Revenue from ordinary activities reached $318.424 million for the first half of the 2026 financial year, up from $285.693 million in the first half of 2025. The company’s focus on long-term sustainability is reflected in its annual recurring revenue, which grew by 17% to reach $598.0 million. This growth in recurring revenue provides a predictable foundation for future operations, particularly as the organisation targets a milestone of more than $1 billion in annual recurring revenue by the 2030 financial year. Profit after tax for the half-year reached $66.8 million, a 6% increase year-on-year.
SaaS+ and AI Product Momentum
The momentum behind the SaaS+ strategy has been a primary driver of the latest financial results. SaaS and recurring revenue reached $299.2 million, marking a 13% increase. Technology One has seen strong performance in the local government and education sectors, where its enterprise resource planning solutions are widely utilised.

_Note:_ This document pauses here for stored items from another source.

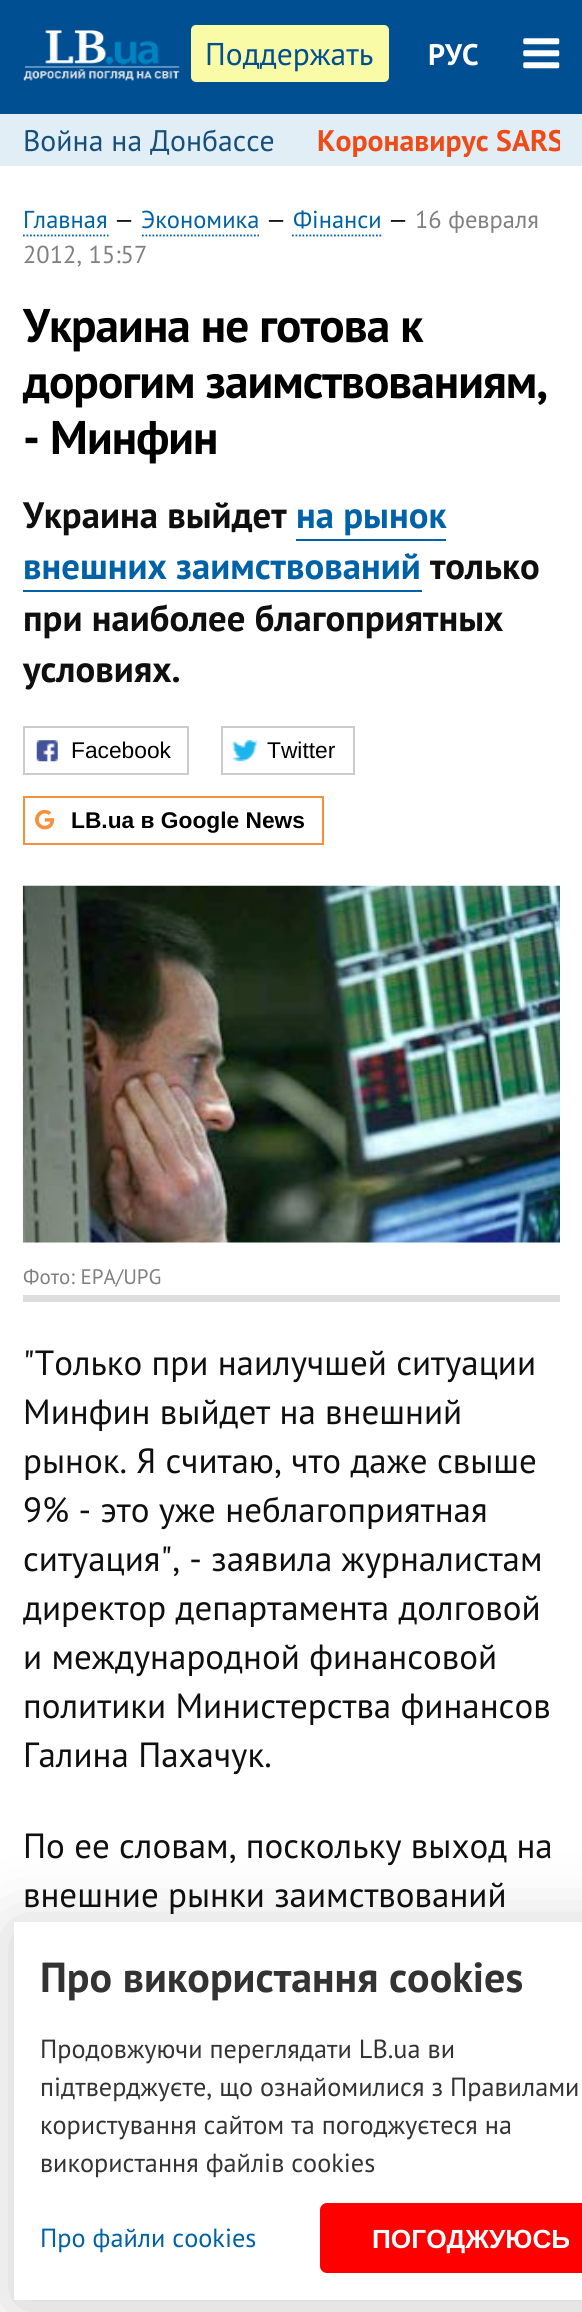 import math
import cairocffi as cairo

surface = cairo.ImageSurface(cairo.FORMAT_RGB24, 582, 2312)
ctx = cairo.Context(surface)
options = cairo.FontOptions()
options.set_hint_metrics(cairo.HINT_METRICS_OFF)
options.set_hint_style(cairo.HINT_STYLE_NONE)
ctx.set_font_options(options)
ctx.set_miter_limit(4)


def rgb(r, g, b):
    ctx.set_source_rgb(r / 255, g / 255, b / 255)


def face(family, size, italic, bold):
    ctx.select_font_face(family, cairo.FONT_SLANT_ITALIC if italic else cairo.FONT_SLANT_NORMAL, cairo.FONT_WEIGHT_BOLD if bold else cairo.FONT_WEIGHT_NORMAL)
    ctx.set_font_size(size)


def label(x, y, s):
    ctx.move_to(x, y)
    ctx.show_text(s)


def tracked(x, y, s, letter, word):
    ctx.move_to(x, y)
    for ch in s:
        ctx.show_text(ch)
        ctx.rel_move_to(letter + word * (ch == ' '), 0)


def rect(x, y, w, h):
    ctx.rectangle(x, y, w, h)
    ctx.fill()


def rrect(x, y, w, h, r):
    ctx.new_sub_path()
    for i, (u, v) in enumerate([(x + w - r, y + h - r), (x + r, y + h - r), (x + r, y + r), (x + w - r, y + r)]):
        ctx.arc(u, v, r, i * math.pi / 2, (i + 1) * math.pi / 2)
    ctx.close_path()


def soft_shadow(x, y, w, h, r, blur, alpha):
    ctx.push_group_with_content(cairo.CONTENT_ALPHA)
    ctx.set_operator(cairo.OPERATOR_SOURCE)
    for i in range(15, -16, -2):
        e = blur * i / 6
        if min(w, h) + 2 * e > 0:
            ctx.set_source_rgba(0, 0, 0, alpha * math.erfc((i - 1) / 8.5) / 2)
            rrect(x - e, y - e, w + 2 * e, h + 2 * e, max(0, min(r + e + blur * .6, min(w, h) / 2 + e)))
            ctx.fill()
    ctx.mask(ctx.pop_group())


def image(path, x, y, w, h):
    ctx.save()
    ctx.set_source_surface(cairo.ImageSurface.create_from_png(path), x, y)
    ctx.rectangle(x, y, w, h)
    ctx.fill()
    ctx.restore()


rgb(255, 255, 255)
ctx.paint()
rgb(0, 79, 147)
rect(0, 0, 582, 114)
image('image0.png', 23, 30, 157, 51)
rgb(249, 251, 167)
rrect(191, 25, 198, 57, 5)
ctx.fill()
face('PT Sans', 31.5, 0, 0)
rgb(0, 79, 147)
label(205, 65, 'Поддержать')
face('PT Sans', 29.75, 0, 1)
rgb(255, 255, 255)
label(428, 65, 'РУС')
image('image1.png', 523, 38, 37, 31)
rgb(225, 238, 246)
rect(0, 114, 582, 52)
face('PT Sans', 29.75, 0, 0)
rgb(22, 78, 125)
label(23, 151, 'Война на Донбассе')
ctx.save()
ctx.rectangle(23, 114, 537, 52)
ctx.clip()
face('PT Sans', 29.75, 0, 1)
rgb(238, 75, 25)
label(317, 151, 'Коронавирус SARS')
ctx.restore()
face('PT Sans', 24.5, 0, 0)
rgb(0, 98, 166)
label(23, 228, 'Главная')
ctx.new_path()
ctx.move_to(23, 235.5)
ctx.line_to(108.5, 235.5)
ctx.set_line_width(1.8)
ctx.set_dash([1.75, 1.75])
ctx.stroke()
rgb(15, 15, 15)
label(114, 228, '—')
rgb(0, 98, 166)
label(141, 228, 'Экономика')
ctx.new_path()
ctx.move_to(142, 235.5)
ctx.line_to(259, 235.5)
ctx.stroke()
rgb(15, 15, 15)
label(266, 228, '—')
rgb(0, 98, 166)
label(293, 228, 'Фінанси')
ctx.new_path()
ctx.move_to(292, 235.5)
ctx.line_to(381.5, 235.5)
ctx.stroke()
rgb(15, 15, 15)
label(388, 228, '—')
rgb(128, 128, 128)
label(415, 228, '16 февраля')
label(23, 263, '2012, 15:57')
face('PT Sans', 47.25, 0, 1)
rgb(0, 0, 0)
tracked(23, 342, 'Украина не готова к', -0.95, 0)
tracked(23, 398, 'дорогим заимствованиям,', -0.95, 0)
tracked(23, 454, '- Минфин', -0.95, 0)
face('PT Sans', 36.75, 0, 1)
rgb(15, 15, 15)
label(23, 528, 'Украина выйдет')
rgb(0, 98, 166)
label(296, 528, 'на рынок')
rect(296, 539, 150, 2)
label(23, 579, 'внешних заимствований')
rect(23, 590, 399, 2)
rgb(15, 15, 15)
label(430, 579, 'только')
label(23, 631, 'при наиболее благоприятных')
label(23, 682, 'условиях.')
ctx.rectangle(24, 727, 164, 47)
rgb(204, 204, 204)
ctx.set_line_width(2)
ctx.set_dash([])
ctx.stroke()
image('image2.png', 36, 740, 22, 22)
face('Liberation Sans', 22.75, 0, 0)
rgb(0, 0, 0)
label(71, 758, 'Facebook')
ctx.rectangle(222, 727, 132, 47)
rgb(204, 204, 204)
ctx.stroke()
image('image3.png', 232, 740, 26, 22)
rgb(0, 0, 0)
label(267, 758, 'Twitter')
ctx.rectangle(24, 797, 299, 47)
rgb(246, 144, 59)
ctx.stroke()
image('image4.png', 35, 809, 20, 21)
face('Liberation Sans', 22.75, 0, 1)
rgb(0, 0, 0)
label(71, 828, 'LB.ua в Google News')
rgb(221, 221, 221)
rect(23, 1295, 537, 7)
image('image5.png', 22, 885, 538, 358)
face('PT Sans', 21, 0, 0)
rgb(128, 128, 128)
label(23, 1284, 'Фото: EPA/UPG')
face('PT Sans', 35, 0, 0)
rgb(15, 15, 15)
label(23, 1375, '"Только при наилучшей ситуации')
label(23, 1424, 'Минфин выйдет на внешний')
label(23, 1473, 'рынок. Я считаю, что даже свыше')
label(23, 1522, '9% - это уже неблагоприятная')
label(23, 1571, 'ситуация", - заявила журналистам')
label(23, 1620, 'директор департамента долговой')
label(23, 1669, 'и международной финансовой')
label(23, 1718, 'политики Министерства финансов')
label(23, 1767, 'Галина Пахачук.')
label(23, 1858, 'По ее словам, поскольку выход на')
label(23, 1907, 'внешние рынки заимствований')
rgb(0, 0, 0)
soft_shadow(14, 1929, 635, 378, 0, 35, 0.2)
rgb(255, 255, 255)
rect(14, 1922, 568, 378)
face('PT Sans', 42, 0, 1)
rgb(51, 51, 51)
label(40, 1992, 'Про використання cookies')
face('PT Sans', 26.25, 0, 0)
label(40, 2058, 'Продовжуючи переглядати LB.ua ви')
label(40, 2096, 'підтверджуєте, що ознайомилися з Правилами')
label(40, 2134, 'користування сайтом та погоджуєтеся на')
label(40, 2172, 'використання файлів cookies')
rgb(0, 98, 166)
label(40, 2247, 'Про файли cookies')
rgb(255, 0, 0)
rrect(320, 2203, 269, 70, 7)
ctx.fill()
face('Liberation Sans', 26.25, 0, 1)
rgb(255, 255, 255)
label(372, 2248, 'ПОГОДЖУЮСЬ')
surface.write_to_png('render.png')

The net revenue retention rate remained high at 114%, indicating that existing customers are not only renewing their contracts but are also increasing their investment in the company's software suite.

Investment in research and development remains a cornerstone of the company’s growth strategy. During the first half, Technology One increased its research and development expenditure by 22% to $84.1 million. This investment represents 26% of total income, focused heavily on the integration of artificial intelligence within its core products. This high level of reinvestment contributed to a Rule of 40 result of 55%, a metric used to balance growth and profitability in the software industry.
Shareholder Returns and Balance Sheet Strength
Following the record performance, the company has declared a record interim dividend of 8.0 cents per share. This represents a 21% increase from the previous year’s interim payout. The ex-dividend date for this payment is set for May 28, 2026, with the record date following on May 29, 2026. Eligible shareholders can expect payment on June 12, 2026. This dividend growth reflects the company’s confidence in its cash-generating capabilities and its robust balance sheet.